I long for scenes where man has never trod;
A place where woman never smil’d or wept;
There to abide with my creator, God,
And sleep as I in childhood sweetly slept:
Untroubling and untroubled where I lie;
The grass below–above the vaulted sky.
(–John Clare, written around 1845.)
Discussion and short analysis
For Lear has allowed his aged egotism to shatter all the structures he took for granted and these banishments bring about his madness and death.
In King Lear we discover that certain social and emotional ‘scaffolds’ need to be held in place in order to support and even survive our vulnerabilities and to keep self-destruction at bay.
In this, John Clare’s most famous poem, Clare shares with us the terrifying prospect of mental illness; a descent into mental torment where oblivion beckons and society abandons us forever.
For a poet sometimes known as the ‘peasant poet’ this poem is significant for the near total absence of natural references.
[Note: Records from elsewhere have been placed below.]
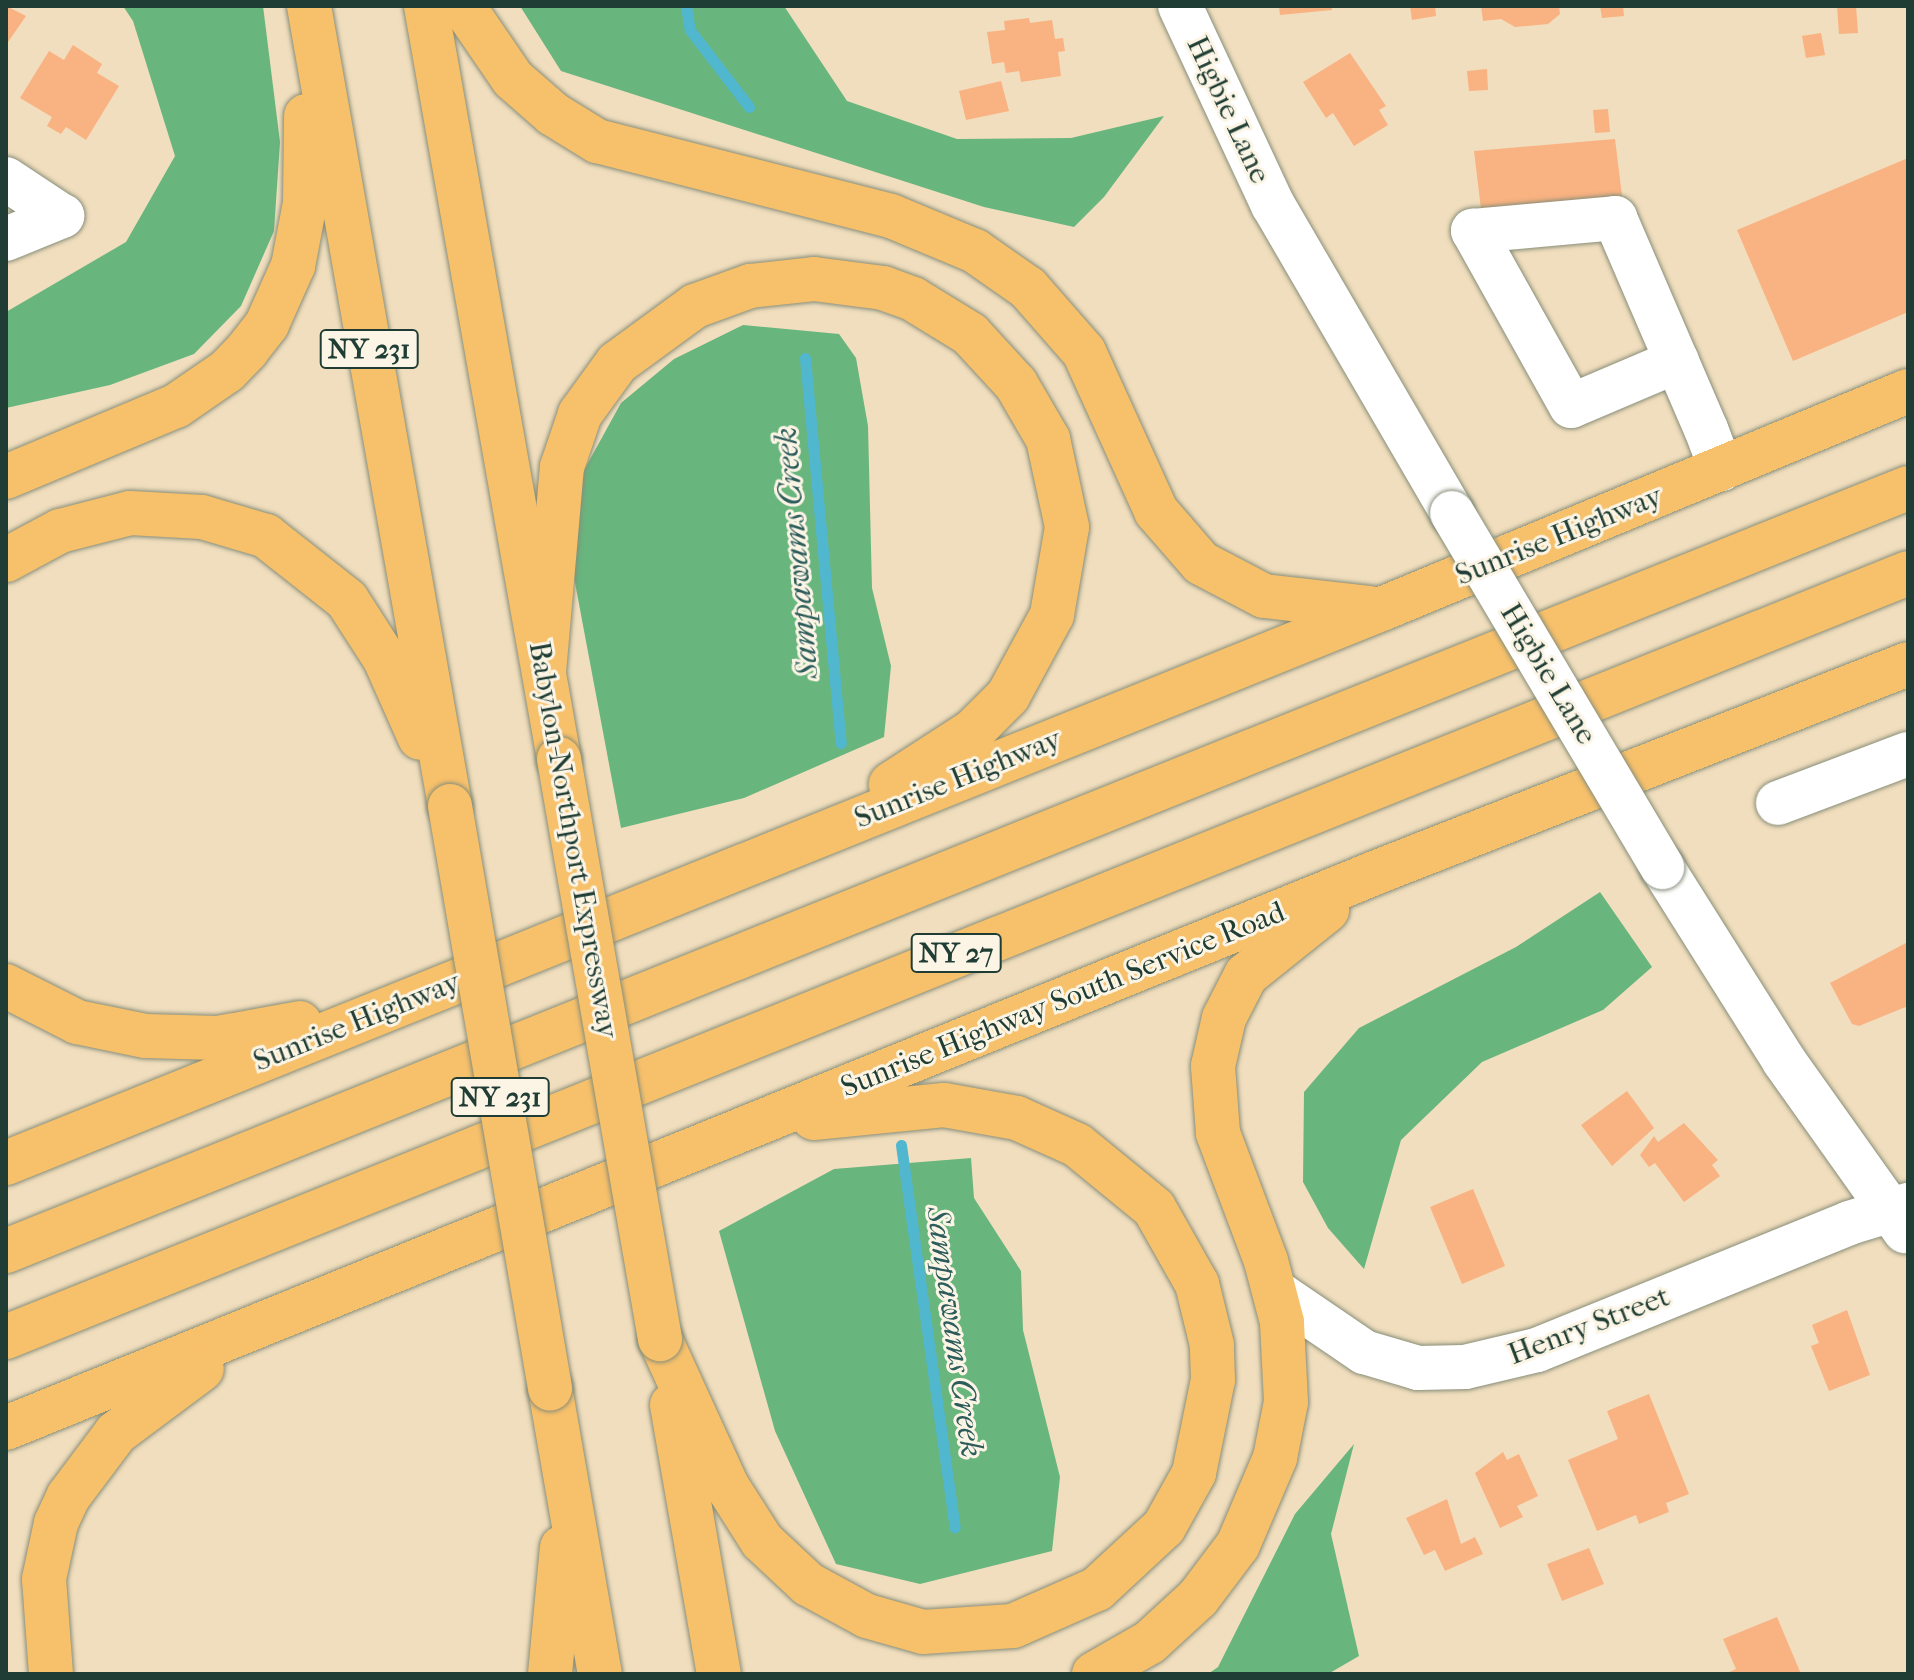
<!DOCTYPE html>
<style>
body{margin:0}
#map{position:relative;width:1914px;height:1680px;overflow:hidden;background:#f1debe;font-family:"IM FELL French Canon",serif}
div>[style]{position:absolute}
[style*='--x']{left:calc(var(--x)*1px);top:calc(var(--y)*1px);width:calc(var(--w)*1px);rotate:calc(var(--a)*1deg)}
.forest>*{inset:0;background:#68b57e}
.stream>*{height:11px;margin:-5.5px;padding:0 5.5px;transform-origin:5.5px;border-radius:5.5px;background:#51b7cf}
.building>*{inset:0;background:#f9b281}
.roads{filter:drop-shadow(0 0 2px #888e79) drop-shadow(0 0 2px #888e79)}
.minor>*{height:44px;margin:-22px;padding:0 22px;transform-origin:22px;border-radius:22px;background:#fff}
.major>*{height:44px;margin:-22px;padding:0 22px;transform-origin:22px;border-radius:22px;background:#f7c06b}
.highway>*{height:44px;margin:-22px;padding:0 22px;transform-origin:22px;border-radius:22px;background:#f7c06b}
.bridges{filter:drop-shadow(0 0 2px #888e79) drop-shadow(0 0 2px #888e79)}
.minor-bridge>*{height:44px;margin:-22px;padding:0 22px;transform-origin:22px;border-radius:22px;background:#fff}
.major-bridge>*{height:44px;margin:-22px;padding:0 22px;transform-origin:22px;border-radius:22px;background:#f7c06b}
span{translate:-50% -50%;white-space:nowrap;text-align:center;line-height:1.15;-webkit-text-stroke:6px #fcf5e5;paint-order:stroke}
.shield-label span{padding:2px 6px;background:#fcf5e5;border:2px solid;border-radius:6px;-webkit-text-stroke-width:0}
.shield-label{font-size:28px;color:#1f3d34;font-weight:700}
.street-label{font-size:30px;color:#1f3d34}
.water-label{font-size:32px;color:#2c5c5b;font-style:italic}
.frame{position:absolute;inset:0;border:8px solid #1f3d34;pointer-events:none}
</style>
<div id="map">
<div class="forest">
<div style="clip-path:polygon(123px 6px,263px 6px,280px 142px,274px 231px,241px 306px,194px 354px,110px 385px,6px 408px,6px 312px,126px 242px,175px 156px,133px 21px)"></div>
<div style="clip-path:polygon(520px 6px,784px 6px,847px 101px,957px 139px,1071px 138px,1164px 116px,1104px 197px,1074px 227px,984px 207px,561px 71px)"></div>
<div style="clip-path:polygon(743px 325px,839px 334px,856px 358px,868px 426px,872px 588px,891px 666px,884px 737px,744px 798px,621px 828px,570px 556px,567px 501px,621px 403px,674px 359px)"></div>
<div style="clip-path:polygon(1600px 892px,1652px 967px,1603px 1010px,1482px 1062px,1401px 1140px,1364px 1269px,1328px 1228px,1303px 1182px,1304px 1092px,1359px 1028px,1516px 947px)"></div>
<div style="clip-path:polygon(971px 1158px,974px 1198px,1021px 1271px,1023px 1330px,1060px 1477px,1052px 1551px,920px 1584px,836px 1564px,775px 1431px,719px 1231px,834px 1169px)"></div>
<div style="clip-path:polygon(1354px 1444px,1331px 1534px,1359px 1656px,1328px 1674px,1208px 1674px,1218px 1667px,1295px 1514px)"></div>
</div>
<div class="stream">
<div style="--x:686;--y:6;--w:24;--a:81"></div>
<div style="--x:690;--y:30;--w:97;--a:52.5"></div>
<div style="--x:805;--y:358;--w:387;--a:84.7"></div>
<div style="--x:901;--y:1145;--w:386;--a:82"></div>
</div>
<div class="building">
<div style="clip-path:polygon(6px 6px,26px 16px,6px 45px)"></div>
<div style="clip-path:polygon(1279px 6px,1331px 6px,1332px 10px,1280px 15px)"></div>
<div style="clip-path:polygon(1410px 6px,1435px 6px,1436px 16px,1412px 20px)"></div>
<div style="clip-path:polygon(1481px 6px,1559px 6px,1560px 14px,1548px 24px,1515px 27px,1501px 19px,1483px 21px)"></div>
<div style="clip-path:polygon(1600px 6px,1623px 6px,1624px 16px,1602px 18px)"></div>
<div style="clip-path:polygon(1837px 6px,1856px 6px,1858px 33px,1839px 34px)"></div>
<div style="clip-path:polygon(1029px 18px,1030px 23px,1052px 20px,1055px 39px,1063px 38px,1065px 51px,1058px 52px,1061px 76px,1021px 82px,1019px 71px,1006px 73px,1004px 62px,992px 64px,987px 32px,1005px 30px,1004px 21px)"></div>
<div style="clip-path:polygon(1821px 33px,1825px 55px,1806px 58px,1802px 36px)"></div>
<div style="clip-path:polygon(73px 45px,102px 64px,97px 73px,119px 86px,86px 140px,66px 127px,61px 134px,47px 126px,52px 117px,20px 98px,49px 51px,64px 60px)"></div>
<div style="clip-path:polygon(1350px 53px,1386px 106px,1379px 110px,1388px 125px,1354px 146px,1333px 113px,1326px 118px,1303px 82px)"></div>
<div style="clip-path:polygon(1487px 69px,1488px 90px,1469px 91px,1467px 71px)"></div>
<div style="clip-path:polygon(1001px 81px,1009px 111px,966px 120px,959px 91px)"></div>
<div style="clip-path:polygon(1608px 109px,1610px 132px,1595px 133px,1593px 110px)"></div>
<div style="clip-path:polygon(1615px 139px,1622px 196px,1481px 209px,1474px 151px)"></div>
<div style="clip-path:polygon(1908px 158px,1908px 312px,1793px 361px,1737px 230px)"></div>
<div style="clip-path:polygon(1906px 943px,1908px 1006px,1859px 1026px,1852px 1024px,1830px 983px)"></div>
<div style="clip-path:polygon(1627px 1091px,1654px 1128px,1612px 1166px,1581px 1125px)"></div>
<div style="clip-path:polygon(1684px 1123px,1718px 1160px,1712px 1165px,1720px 1176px,1684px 1202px,1655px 1163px,1649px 1167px,1640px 1155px,1654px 1136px,1658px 1142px)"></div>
<div style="clip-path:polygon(1473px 1189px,1505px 1266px,1462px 1284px,1430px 1207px)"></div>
<div style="clip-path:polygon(1847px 1310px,1870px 1375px,1829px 1391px,1811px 1346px,1819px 1343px,1812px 1325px)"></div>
<div style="clip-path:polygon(1649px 1394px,1689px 1494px,1666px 1503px,1669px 1512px,1639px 1524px,1636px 1515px,1597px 1531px,1568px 1460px,1618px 1439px,1607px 1411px)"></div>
<div style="clip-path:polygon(1503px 1452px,1507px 1460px,1519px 1454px,1538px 1496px,1517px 1506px,1523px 1517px,1500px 1528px,1475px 1473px)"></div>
<div style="clip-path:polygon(1447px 1499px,1461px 1544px,1475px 1537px,1483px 1554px,1445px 1571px,1435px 1550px,1424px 1555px,1406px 1518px)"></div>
<div style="clip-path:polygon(1589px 1548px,1604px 1584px,1562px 1601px,1547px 1564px)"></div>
<div style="clip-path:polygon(1777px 1617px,1801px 1674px,1725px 1674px,1736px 1669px,1723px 1639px)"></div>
</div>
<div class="roads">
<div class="minor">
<div style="--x:1180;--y:6;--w:220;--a:65"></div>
<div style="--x:1273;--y:205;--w:356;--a:59.8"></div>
<div style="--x:6;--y:179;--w:67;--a:33.5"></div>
<div style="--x:6;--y:239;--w:61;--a:-22.3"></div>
<div style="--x:1677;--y:361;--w:115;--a:157"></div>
<div style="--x:1571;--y:406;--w:201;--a:-119.2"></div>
<div style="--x:1473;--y:231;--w:143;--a:-5.2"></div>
<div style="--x:1615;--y:218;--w:230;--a:66.7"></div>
<div style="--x:1706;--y:429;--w:43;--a:69.4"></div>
<div style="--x:1778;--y:803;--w:139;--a:-20.7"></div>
<div style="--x:1662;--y:867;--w:229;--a:57.8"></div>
<div style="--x:1784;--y:1061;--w:209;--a:54.6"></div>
<div style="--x:1276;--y:1292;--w:107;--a:34.3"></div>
<div style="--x:1364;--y:1352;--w:56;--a:16.5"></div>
<div style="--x:1418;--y:1368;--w:47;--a:-1.2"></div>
<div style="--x:1465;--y:1367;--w:74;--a:-13.3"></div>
<div style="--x:1537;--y:1350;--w:337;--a:-22.1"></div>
<div style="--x:1849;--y:1223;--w:62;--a:-17"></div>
</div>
<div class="major">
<div style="--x:309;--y:6;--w:812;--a:80"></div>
<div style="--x:426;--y:6;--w:765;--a:79.98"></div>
<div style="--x:463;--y:6;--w:88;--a:55.6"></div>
<div style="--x:513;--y:79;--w:53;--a:41.2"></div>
<div style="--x:553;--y:114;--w:52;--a:31.5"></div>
<div style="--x:597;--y:141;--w:303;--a:14.3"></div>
<div style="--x:891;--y:216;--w:91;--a:22.6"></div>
<div style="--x:975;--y:251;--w:65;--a:34.9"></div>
<div style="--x:1028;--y:288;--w:85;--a:48.8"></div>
<div style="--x:1084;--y:352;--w:175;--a:65.6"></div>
<div style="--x:1156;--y:511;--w:69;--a:49.1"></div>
<div style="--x:1201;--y:563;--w:71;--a:27.6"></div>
<div style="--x:1264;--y:596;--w:107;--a:6.5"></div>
<div style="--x:6;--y:477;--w:184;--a:-22.7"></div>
<div style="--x:176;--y:406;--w:62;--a:-34.5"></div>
<div style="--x:227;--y:371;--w:29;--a:-46"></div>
<div style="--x:247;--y:350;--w:33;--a:-52"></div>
<div style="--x:267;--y:324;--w:64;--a:-65.9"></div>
<div style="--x:293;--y:266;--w:64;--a:-79.2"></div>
<div style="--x:305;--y:203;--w:87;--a:-89.3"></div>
<div style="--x:6;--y:560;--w:61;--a:-28.2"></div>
<div style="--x:60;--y:531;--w:72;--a:-14.4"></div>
<div style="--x:130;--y:513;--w:72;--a:3.2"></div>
<div style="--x:202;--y:517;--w:67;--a:16.5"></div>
<div style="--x:266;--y:536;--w:103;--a:38.3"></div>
<div style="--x:347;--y:600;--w:70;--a:57.2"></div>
<div style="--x:385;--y:659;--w:86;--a:66.1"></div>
<div style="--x:544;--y:672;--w:206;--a:-85"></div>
<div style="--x:562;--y:467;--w:56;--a:-71.2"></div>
<div style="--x:580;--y:414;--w:63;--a:-54"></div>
<div style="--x:617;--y:363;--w:97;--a:-36.2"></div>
<div style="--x:695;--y:306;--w:59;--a:-20"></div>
<div style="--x:750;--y:286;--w:64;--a:-6.2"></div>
<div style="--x:814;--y:279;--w:70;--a:7.4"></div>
<div style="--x:883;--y:288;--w:32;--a:20"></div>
<div style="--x:913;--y:299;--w:67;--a:31.6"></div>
<div style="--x:970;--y:334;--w:68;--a:47.4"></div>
<div style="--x:1016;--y:384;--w:64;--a:59.8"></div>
<div style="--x:1048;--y:439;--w:90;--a:77.8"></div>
<div style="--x:1067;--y:527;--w:89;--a:99.7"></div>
<div style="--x:1052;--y:615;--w:92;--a:118.5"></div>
<div style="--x:1008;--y:696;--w:49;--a:135"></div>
<div style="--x:973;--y:731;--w:98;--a:147.1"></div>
<div style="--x:6;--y:986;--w:80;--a:26.9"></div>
<div style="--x:77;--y:1022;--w:69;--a:11.6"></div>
<div style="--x:145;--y:1036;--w:73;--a:1.6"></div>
<div style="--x:218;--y:1038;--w:83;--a:-10.4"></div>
<div style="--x:6;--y:1163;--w:1486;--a:-21.94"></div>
<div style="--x:1384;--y:608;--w:567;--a:-22.5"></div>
<div style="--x:660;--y:1339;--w:162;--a:65.5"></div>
<div style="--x:727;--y:1486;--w:65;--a:57.5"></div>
<div style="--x:762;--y:1541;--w:63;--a:43.1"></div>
<div style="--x:808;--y:1584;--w:67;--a:28.5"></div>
<div style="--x:867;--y:1616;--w:58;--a:15.9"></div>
<div style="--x:923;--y:1632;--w:90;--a:-3.8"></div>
<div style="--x:1013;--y:1626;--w:92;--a:-23.8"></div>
<div style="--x:1097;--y:1589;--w:91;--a:-42.8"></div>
<div style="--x:1164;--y:1527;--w:62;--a:-60.9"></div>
<div style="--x:1194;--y:1473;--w:95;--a:-78.5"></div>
<div style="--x:1213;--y:1380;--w:35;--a:-92"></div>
<div style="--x:1212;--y:1345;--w:63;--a:-103.8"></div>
<div style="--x:1197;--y:1284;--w:87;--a:-119.5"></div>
<div style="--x:1154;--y:1208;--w:99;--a:-140.7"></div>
<div style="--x:1077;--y:1145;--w:66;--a:-155.8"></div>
<div style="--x:1017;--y:1118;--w:74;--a:-169.9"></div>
<div style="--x:944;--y:1105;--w:131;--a:174.3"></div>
<div style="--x:550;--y:1388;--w:290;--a:80.1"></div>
<div style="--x:672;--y:1405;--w:273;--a:80.1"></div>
<div style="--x:6;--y:1428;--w:1479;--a:-22.07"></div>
<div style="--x:1377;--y:872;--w:570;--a:-21.39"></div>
<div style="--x:51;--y:1674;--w:95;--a:-94.2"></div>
<div style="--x:44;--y:1579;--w:57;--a:-77.9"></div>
<div style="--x:56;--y:1523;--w:29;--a:-65"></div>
<div style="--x:68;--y:1497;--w:80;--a:-53.1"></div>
<div style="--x:116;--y:1433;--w:107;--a:-36.7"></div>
<div style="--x:550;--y:1674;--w:127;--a:-84.6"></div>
<div style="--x:1094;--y:1674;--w:64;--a:-29.7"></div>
<div style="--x:1150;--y:1642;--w:65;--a:-42.5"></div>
<div style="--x:1198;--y:1598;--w:66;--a:-53"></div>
<div style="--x:1238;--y:1545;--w:95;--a:-67"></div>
<div style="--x:1275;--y:1458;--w:57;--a:-78.9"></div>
<div style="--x:1286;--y:1402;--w:80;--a:-92.9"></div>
<div style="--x:1282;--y:1322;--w:63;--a:-104.7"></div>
<div style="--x:1266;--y:1261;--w:137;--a:-110.6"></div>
<div style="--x:1218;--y:1133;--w:67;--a:-94.3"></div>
<div style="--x:1213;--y:1066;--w:49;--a:-77.1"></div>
<div style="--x:1224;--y:1018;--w:48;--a:-62.9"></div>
<div style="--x:1246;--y:975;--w:104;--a:-38.7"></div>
</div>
<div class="highway">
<div style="--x:6;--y:1251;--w:2049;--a:-21.86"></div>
<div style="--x:6;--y:1337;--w:2050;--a:-21.88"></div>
</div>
</div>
<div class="bridges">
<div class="minor-bridge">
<div style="--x:1452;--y:513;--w:412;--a:59.3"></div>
</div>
<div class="major-bridge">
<div style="--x:559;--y:759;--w:589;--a:80.12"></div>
<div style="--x:450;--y:806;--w:591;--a:80.25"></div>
</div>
</div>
<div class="shield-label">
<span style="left:369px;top:349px">NY 231</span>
<span style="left:956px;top:953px">NY 27</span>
<span style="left:500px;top:1097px">NY 231</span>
</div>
<div class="street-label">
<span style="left:1228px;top:110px;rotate:65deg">Higbie Lane</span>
<span style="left:1559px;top:536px;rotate:-22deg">Sunrise Highway</span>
<span style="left:1548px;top:674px;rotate:59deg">Higbie Lane</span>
<span style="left:958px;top:779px;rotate:-22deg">Sunrise Highway</span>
<span style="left:573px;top:840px;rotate:80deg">Babylon-Northport Expressway</span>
<span style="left:1063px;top:1000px;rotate:-22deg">Sunrise Highway South Service Road</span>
<span style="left:357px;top:1022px;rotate:-22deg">Sunrise Highway</span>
<span style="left:1589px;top:1326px;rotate:-21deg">Henry Street</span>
</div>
<div class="water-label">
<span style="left:797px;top:553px;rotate:-95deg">Sampawams Creek</span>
<span style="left:954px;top:1332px;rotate:82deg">Sampawams Creek</span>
</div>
<div class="frame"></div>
</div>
The absence of pastoral description emphasises his uneasy incarceration in an asylum.
Furthermore this incarceration also deprives him of the healing possibilities of nature, as he is left to the torments of manic depression, without the solace he obtained through his mental and physical absorption in the outdoors.
Isolation has forced his attention within and this poem testifies to the terror of this interiority. Clare is in an abyss from which we feel there seems little chance of escape.
Again I am reminded of Shakespeare through the enjambment use at the end of the first stanza and the beginning of the second: ‘and live with shadows tost/into the nothingness of sound and noise’.
Are we all that far away from Macbeth’s ‘sound and fury signifying nothing’ I wonder? There is a sense of rage, despair and then nihilistic acceptance perhaps. Like Macbeth, Clare seems stoical in his recognition of the nightmarish inevitability of his isolation and profound loneliness.
The peculiarity of this poetic event and journey is suggestive of mental disturbance and also the destabilising vulnerability we all feel when someone close betrays us whether in a real or imagined way.
For when someone ‘forsakes’ another this is deliberate, it is a choice and can precipitate the awful, obsessive practice of being a ‘self-consumer of my woes.’ Anxiety feeds upon anxiety. Mental illness renders our minds predators, feeding cannibalistically upon our equilibrium.
This poem carefully creates and then escalates the de-familiarisation of self from self. The poet has become ‘other’ to himself and this ‘stranger’ seems ‘lost’ only contemplating safety through a return to childhood innocence with the negation of all that his life has entailed or he desires death barely veiled as sleep.